*** Material supplied Section Begins ***

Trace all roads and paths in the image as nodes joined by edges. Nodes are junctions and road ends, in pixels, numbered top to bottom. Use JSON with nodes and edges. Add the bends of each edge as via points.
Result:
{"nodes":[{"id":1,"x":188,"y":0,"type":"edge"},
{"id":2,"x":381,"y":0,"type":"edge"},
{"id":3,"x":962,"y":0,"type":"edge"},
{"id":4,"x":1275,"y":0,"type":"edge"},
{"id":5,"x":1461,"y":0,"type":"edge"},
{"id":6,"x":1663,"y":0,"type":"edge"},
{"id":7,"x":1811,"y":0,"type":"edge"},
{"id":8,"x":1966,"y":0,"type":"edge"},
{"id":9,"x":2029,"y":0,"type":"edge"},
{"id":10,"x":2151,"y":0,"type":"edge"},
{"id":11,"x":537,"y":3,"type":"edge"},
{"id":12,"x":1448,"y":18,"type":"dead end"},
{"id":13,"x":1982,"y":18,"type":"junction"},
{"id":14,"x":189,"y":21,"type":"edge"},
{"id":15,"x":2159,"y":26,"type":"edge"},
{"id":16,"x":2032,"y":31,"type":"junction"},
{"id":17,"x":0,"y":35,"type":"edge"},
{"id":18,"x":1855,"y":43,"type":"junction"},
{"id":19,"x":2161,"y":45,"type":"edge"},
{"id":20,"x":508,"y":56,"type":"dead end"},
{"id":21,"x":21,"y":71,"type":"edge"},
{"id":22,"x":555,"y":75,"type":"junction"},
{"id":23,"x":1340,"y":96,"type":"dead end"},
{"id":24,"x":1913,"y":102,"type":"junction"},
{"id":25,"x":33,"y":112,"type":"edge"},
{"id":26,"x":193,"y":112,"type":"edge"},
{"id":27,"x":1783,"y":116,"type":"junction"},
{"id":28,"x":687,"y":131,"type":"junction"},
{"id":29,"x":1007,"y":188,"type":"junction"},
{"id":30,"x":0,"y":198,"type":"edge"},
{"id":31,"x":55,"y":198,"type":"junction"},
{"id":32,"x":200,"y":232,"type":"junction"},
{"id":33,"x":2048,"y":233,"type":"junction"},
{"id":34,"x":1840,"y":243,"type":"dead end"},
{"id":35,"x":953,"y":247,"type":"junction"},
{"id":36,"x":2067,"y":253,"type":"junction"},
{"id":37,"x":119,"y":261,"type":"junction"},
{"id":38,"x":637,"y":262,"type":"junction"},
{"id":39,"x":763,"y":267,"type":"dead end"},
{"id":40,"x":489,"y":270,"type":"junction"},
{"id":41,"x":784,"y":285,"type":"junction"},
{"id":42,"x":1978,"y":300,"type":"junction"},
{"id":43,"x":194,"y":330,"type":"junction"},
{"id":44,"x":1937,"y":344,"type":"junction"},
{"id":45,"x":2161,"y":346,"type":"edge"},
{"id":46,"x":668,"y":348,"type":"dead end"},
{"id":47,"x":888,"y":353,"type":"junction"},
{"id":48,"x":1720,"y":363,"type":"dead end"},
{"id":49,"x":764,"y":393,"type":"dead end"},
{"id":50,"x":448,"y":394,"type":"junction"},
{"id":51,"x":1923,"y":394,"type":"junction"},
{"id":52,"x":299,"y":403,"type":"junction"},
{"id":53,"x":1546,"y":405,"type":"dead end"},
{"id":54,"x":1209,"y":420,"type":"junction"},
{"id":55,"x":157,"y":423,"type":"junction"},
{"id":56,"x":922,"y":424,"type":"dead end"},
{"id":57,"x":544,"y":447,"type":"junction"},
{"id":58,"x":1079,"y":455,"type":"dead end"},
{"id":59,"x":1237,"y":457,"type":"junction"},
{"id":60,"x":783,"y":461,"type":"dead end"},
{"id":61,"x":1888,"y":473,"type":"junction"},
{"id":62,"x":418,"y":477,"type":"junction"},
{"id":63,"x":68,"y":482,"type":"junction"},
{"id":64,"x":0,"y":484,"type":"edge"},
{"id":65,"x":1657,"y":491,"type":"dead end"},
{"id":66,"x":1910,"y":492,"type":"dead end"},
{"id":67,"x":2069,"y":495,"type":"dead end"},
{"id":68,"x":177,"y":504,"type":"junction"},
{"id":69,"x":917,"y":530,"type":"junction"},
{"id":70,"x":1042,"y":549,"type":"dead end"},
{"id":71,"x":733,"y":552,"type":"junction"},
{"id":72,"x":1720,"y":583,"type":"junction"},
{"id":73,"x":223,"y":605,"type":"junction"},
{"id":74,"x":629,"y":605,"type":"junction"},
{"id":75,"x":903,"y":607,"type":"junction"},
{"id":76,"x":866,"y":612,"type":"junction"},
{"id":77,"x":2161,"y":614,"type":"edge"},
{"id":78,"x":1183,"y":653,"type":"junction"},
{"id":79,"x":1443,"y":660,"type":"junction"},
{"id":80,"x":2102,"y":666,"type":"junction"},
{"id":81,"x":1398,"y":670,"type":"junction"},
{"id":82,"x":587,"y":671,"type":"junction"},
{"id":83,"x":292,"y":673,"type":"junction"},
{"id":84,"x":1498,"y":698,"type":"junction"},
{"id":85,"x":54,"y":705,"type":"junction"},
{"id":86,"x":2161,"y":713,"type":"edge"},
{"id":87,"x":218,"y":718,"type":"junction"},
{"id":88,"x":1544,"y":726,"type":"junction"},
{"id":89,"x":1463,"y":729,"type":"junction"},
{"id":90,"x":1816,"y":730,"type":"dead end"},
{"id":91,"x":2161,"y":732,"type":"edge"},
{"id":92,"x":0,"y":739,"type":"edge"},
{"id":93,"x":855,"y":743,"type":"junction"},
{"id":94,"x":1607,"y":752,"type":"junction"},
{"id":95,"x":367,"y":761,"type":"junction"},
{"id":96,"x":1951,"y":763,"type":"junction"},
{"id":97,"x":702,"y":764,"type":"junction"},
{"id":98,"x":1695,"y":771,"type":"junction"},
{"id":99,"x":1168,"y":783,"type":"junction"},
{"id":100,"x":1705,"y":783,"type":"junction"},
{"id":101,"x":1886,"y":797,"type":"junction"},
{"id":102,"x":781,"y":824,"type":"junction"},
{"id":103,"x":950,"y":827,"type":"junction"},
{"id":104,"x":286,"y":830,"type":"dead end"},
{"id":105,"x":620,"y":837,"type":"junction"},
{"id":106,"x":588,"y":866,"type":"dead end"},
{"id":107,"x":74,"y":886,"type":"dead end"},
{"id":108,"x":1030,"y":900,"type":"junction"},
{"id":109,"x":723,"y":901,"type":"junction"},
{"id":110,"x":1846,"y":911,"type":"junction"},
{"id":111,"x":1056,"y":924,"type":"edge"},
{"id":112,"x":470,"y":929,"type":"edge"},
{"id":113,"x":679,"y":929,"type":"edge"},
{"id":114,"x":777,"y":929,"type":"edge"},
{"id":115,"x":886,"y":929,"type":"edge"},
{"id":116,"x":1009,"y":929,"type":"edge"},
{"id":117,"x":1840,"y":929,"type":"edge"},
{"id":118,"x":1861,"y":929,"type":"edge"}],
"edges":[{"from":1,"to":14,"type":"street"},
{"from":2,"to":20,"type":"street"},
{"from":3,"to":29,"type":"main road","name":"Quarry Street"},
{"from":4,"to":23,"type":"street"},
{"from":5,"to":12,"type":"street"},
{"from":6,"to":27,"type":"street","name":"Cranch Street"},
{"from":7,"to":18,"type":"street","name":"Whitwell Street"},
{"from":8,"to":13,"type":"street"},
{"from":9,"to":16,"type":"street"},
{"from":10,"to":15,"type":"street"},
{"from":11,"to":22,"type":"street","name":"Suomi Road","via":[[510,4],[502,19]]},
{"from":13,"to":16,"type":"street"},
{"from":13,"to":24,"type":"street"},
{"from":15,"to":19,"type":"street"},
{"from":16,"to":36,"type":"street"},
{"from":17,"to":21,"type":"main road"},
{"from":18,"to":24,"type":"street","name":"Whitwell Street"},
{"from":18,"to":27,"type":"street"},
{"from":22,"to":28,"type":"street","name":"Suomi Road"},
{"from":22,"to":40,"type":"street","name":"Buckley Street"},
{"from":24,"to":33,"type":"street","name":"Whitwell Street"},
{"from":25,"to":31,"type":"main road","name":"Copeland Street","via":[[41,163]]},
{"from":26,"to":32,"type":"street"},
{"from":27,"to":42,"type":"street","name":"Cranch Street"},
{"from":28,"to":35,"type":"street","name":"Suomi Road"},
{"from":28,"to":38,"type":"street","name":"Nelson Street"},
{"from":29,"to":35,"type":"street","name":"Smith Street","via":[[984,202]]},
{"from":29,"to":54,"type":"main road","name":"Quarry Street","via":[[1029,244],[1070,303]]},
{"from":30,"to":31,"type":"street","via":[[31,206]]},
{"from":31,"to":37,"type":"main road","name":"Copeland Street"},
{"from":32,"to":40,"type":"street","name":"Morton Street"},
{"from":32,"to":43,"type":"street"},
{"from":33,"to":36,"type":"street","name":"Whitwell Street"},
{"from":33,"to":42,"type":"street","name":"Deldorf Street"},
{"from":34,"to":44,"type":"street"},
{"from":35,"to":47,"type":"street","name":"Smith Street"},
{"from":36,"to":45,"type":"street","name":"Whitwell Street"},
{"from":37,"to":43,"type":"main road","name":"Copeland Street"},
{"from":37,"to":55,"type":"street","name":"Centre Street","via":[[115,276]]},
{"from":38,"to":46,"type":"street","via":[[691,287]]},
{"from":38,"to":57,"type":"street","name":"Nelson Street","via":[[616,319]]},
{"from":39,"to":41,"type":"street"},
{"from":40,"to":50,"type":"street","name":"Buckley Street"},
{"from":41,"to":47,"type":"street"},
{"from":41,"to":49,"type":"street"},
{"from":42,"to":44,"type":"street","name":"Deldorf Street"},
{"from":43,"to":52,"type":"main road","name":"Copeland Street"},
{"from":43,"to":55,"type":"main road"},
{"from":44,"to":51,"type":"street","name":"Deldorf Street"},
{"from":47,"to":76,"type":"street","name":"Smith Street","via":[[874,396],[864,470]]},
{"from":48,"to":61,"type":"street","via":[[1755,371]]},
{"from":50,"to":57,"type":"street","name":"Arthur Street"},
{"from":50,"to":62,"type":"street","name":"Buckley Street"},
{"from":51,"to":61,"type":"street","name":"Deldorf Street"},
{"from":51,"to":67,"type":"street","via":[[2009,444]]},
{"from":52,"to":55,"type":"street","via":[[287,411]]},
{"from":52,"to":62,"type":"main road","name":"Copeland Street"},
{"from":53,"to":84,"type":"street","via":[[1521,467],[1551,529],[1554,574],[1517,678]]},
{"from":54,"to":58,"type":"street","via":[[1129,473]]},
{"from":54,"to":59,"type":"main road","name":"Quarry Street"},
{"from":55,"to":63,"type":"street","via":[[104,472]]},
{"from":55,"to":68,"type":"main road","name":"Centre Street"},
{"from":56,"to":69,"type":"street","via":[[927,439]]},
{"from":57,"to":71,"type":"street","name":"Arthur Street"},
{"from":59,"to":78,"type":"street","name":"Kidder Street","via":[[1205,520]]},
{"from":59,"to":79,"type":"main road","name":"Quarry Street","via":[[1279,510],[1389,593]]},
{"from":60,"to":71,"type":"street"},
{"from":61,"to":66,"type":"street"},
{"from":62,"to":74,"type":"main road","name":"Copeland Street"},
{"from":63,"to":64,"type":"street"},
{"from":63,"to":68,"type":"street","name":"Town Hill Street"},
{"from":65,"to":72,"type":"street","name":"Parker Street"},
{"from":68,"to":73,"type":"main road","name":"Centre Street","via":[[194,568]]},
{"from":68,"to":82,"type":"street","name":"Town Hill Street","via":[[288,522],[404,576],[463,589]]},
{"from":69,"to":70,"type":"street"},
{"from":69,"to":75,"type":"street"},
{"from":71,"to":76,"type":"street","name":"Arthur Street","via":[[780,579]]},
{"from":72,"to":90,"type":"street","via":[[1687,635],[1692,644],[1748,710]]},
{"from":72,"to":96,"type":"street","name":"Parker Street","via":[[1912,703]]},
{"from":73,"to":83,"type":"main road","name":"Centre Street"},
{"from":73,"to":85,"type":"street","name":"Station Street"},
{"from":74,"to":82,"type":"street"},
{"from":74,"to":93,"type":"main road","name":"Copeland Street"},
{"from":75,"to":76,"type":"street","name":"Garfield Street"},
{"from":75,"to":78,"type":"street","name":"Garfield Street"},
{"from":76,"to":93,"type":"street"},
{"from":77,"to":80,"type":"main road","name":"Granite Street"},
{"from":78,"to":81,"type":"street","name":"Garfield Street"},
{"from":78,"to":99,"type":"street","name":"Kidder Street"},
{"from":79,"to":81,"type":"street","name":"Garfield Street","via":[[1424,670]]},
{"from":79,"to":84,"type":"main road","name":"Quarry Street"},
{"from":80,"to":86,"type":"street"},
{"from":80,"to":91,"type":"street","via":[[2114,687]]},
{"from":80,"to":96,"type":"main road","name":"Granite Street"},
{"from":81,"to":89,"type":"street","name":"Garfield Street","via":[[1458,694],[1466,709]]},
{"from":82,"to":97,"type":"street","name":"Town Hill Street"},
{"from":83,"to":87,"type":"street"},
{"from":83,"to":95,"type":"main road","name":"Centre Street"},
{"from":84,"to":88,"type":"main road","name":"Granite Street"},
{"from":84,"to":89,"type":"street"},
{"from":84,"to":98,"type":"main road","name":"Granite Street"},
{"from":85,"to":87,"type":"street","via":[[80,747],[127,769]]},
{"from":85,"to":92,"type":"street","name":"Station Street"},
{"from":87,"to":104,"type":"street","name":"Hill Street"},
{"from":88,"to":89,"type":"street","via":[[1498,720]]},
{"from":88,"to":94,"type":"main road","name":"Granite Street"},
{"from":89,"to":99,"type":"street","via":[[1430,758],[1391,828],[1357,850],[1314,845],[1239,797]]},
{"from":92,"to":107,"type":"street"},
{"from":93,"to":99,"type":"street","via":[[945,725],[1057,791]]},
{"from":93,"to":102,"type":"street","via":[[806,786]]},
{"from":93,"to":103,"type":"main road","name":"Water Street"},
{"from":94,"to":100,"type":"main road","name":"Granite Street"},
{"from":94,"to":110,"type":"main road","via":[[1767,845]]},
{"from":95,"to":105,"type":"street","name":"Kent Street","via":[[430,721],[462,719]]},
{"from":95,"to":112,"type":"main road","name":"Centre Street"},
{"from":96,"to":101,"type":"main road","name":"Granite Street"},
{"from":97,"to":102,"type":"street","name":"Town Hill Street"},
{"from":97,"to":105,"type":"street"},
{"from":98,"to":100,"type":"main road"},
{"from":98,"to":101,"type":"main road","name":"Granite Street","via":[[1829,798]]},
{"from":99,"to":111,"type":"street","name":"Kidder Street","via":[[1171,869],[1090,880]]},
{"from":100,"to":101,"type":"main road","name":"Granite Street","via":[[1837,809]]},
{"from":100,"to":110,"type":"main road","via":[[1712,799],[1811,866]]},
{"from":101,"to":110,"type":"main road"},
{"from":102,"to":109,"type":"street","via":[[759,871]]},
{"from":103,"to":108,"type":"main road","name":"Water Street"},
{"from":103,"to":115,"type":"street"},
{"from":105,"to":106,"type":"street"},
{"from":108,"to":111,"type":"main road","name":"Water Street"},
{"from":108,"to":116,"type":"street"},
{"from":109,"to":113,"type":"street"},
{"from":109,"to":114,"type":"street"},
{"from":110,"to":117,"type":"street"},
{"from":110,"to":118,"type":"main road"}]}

*** Material supplied Section Ends ***

Which of the lines above hold the string "edges"? Copy each one.

Answer to the problem:
Trace all roads and paths in the image as nodes joined by edges. Nodes are junctions and road ends, in pixels, numbered top to bottom. Use JSON with nodes and edges. Add the bends of each edge as via points.
"edges":[{"from":1,"to":14,"type":"street"},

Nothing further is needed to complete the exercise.